The business of Neanderthals as prototypes of militant brutality though, is what concerns me. Because the image we have of them is from their murderers I believe, and from the heirs of their murderers, and the stories that have traditionally been told to disguise the crimes of extinction were until recently all we had to go on.
It's too much like the savages and primitive spear-carrying animals that were the default images of aboriginals in the recent past - a lie that was necessary in order that the privileged children wouldn't find out too soon how savage their own ancestry was, so that the illusion of civilization, with its shackles and rewards and thin veneer of gentleness, could be carried forward.
The Neanderthals' brains were roughly ten percent larger than those of modern humans. They buried their dead, they had symbolic figurines and artwork.
They lived successfully.
My guess is they were driven to extinction the same way so many other creatures have been. The story of Cain and Abel comes to mind.
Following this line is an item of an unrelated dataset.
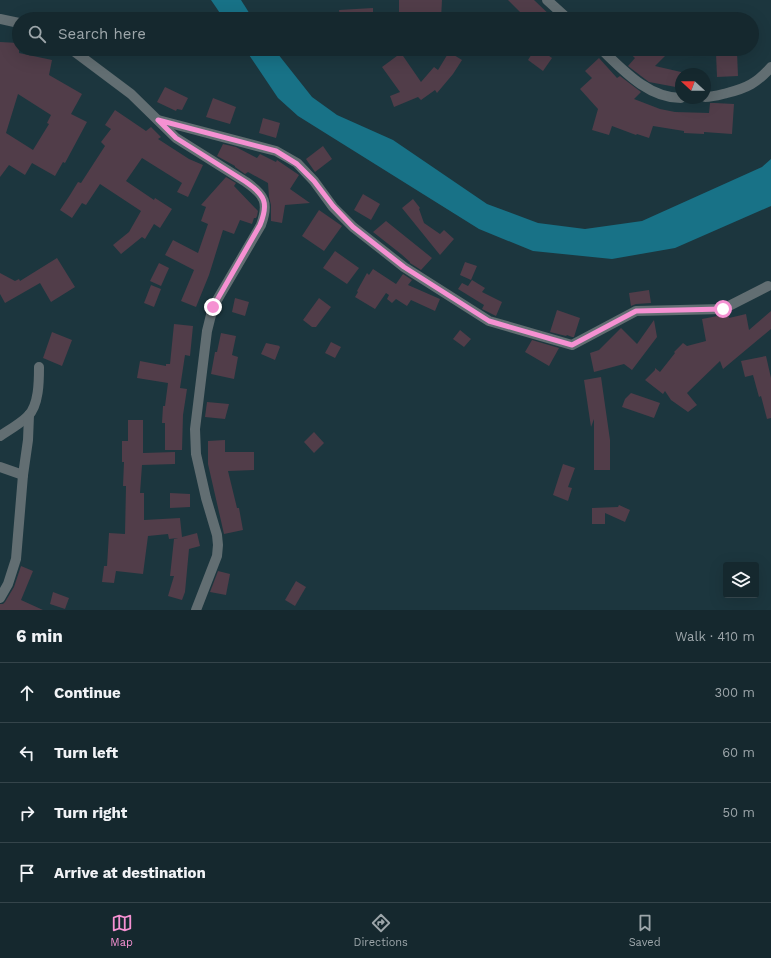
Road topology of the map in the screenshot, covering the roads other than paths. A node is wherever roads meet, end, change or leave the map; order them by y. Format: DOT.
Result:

This sentence mirrors exactly the post-Columbian experience of the natives of the "New World":
"The Neanderthals were highly successful over a large region for a substantial period of time, but this situation changed dramatically with the arrival in Europe of the first modern humans, Homo sapiens."
Hominids and hybrids: The place of Neanderthals in human evolution
Tattersall/Schwartz National Academy of Sciences
The pseudo-controversy over whether they were violently eliminated or sexually/genetically absorbed isn't central, both are possible and likely, remnants of the extermination having no choice but assimilation - but their culture, as a distinct alter-human presence, was eliminated and there's nothing in the subsequent behavior of the surviving species to indicate it was anything other than oppressively violent.